Que le temps passe vite ! Même si nous sommes trop âgés pour rentrer exactement dans la cible des films d’adolescents et pour eux, qui pullulaient sur les écrans de cinéma entre 1995 et 2005 – une des raisons principales d’ailleurs pour laquelle nous considérons ce genre très américain avec un certain dédain –, nous avions regardé malgré tout à l’époque un nombre conséquent de ces divertissements à l’intérêt cinématographique discutable. Cette somme imposante d’un état d’esprit d’ores et déjà révolu sous forme d’un documentaire d’analyse thématique nous inspire par conséquent une drôle de nostalgie. Car contrairement à notre appréciation indéfectible du « cinéma à papa » – pour faire bref et ne pas rentrer en détail dans toutes les décennies d’avant notre naissance qui font néanmoins battre notre cœur de cinéphile –, la période traitée par Beyond Clueless nous évoque des souvenirs de spectateur de première main. Cette plongée enivrante dans les codes dominants du genre nous permet alors d’établir une distance salutaire envers notre vécu immédiat de consommation filmique et de déceler, grâce à ce recul, une cohérence de thèmes et d’influences, qui passerait facilement pour un amas de clichés inintéressants dans un contexte moins global.

Synopsis : Le genre mineur par excellence, le film d’ados n’éveille guère la curiosité des historiens du cinéma. Dans son étude approfondie de plus de deux-cents films issus d’une période de dix ans, le jeune réalisateur Charlie Lyne en dégage cependant quelques courants majeurs, qui se cristallisent autour du lycée et de la nécessité plus ou moins bien vécue de la part des personnages de s’intégrer dans ce dernier microcosme de l’enfance, avant le douloureux passage à l’âge adulte.
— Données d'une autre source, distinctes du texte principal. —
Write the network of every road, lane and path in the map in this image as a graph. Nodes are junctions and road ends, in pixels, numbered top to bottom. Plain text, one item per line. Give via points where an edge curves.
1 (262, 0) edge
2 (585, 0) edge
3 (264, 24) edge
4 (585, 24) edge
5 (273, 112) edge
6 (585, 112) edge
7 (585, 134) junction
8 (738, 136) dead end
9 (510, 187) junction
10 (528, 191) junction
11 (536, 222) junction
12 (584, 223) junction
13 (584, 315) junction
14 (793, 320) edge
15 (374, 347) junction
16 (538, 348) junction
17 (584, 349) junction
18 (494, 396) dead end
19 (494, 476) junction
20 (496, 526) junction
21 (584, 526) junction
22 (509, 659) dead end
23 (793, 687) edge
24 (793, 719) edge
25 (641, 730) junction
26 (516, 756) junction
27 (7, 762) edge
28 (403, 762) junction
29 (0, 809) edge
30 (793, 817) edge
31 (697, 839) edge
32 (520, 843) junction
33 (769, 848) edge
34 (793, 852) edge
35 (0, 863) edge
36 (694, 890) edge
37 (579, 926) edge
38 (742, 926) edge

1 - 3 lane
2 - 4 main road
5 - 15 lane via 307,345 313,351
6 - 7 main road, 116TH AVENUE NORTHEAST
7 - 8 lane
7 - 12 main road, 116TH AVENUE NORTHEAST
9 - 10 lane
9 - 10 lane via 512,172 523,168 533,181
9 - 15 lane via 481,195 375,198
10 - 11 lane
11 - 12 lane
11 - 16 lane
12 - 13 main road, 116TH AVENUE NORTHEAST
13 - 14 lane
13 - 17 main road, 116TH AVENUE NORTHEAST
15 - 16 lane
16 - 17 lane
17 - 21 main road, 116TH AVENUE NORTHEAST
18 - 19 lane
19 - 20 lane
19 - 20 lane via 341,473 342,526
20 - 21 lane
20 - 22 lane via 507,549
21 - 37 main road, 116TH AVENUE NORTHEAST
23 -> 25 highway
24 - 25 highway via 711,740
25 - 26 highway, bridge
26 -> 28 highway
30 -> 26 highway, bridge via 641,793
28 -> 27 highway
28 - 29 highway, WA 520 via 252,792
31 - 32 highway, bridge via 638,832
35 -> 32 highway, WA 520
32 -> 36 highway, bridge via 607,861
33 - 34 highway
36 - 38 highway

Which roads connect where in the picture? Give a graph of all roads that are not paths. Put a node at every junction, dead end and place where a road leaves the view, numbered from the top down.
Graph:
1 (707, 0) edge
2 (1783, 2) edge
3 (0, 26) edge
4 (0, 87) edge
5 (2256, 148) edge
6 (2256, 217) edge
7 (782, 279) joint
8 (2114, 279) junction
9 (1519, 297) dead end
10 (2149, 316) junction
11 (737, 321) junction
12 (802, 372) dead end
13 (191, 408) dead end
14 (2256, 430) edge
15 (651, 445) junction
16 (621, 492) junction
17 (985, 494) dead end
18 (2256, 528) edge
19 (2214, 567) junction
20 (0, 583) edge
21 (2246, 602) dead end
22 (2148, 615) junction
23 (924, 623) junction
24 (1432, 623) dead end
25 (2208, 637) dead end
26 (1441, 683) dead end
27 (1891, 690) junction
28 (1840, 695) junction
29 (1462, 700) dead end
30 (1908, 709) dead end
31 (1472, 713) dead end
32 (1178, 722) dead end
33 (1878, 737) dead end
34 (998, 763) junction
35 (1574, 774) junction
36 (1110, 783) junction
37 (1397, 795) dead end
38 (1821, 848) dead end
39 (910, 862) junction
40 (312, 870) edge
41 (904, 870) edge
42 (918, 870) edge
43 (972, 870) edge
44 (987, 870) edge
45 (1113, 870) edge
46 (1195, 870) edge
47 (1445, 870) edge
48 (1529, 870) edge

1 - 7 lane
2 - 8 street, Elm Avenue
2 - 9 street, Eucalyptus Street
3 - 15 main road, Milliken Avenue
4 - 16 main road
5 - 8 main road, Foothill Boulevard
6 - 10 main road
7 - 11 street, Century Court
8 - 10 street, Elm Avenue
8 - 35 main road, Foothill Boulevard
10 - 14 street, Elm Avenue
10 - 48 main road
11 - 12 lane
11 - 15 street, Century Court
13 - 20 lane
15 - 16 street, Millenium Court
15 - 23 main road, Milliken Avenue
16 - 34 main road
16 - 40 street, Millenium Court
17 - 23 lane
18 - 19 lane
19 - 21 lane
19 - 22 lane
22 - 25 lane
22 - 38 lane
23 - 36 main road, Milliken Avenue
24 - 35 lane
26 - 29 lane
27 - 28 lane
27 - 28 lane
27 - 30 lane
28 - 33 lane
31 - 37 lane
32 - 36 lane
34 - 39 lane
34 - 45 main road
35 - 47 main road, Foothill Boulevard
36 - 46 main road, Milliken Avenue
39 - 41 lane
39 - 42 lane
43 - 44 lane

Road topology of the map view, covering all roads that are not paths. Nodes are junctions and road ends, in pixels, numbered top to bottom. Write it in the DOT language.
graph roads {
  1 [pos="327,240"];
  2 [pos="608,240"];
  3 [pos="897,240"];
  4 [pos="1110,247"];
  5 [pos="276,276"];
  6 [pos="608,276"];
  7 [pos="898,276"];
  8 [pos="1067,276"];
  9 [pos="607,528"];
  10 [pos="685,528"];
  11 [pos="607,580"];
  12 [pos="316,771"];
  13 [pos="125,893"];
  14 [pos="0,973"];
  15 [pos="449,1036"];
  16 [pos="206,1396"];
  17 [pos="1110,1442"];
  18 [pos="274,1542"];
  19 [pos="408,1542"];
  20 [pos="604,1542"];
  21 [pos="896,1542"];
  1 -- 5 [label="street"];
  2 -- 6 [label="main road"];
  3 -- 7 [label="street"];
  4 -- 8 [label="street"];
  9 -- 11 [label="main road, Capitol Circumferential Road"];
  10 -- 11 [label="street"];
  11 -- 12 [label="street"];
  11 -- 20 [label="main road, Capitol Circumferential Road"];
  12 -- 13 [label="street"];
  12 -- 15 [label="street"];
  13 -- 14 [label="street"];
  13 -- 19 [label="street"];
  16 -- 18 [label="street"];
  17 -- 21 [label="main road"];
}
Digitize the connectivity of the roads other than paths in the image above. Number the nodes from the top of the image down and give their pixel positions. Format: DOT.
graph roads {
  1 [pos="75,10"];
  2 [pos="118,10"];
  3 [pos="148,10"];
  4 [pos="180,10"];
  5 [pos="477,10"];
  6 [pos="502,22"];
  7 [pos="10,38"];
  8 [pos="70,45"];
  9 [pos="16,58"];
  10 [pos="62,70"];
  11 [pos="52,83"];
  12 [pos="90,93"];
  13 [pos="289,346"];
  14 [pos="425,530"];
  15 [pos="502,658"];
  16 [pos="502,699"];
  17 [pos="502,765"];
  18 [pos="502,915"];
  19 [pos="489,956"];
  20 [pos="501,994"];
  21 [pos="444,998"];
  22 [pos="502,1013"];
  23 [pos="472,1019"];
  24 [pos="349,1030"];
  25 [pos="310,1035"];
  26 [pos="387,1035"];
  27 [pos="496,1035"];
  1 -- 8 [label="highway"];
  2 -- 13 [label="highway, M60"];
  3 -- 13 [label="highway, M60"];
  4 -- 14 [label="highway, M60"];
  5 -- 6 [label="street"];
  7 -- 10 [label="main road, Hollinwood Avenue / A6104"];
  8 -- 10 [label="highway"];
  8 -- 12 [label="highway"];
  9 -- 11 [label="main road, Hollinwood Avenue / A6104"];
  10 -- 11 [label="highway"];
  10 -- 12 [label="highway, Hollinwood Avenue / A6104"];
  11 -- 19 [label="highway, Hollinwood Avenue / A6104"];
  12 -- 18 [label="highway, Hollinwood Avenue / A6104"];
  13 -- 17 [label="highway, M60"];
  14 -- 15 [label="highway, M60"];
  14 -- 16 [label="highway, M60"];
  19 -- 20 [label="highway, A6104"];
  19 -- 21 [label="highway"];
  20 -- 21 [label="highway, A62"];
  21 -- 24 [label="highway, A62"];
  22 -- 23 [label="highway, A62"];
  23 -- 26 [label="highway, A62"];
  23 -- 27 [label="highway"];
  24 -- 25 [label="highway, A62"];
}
De la difficulté d’être un ado américain au tournant du siècle dernier

Après avoir subi Room 237 de Rodney Ascher, nous avons tendance à rester circonspects face à des documentaires dont la seule et unique finalité consiste à analyser un ou plusieurs films à la manière d’un cours universitaire. Autant la volonté d’interpréter l’œuvre et d’élargir sa compréhension peuvent nous paraître séduisantes, autant cette démarche théorique et souvent coupée de toute considération historique court le risque du délire d’intellectuel, sans fondement ni souci d’une quelconque vérité scientifique. Beyond Clueless s’approche parfois de cette perte de tout repère raisonnable et l’on se demande en fin de compte à quoi rime cet exercice brillamment mené, mais qui laisse trop de point en suspens. Rien que par la surabondance du matériel traité et par l’encadrement de celle-ci à travers des chapitres au titre plus ou moins arbitraire, il réussit toutefois une introduction passionnante dans l’analyse, dépourvue de toute réserve critique, d’un univers filmique qui en dit avant tout long sur l’époque dont il est le fruit.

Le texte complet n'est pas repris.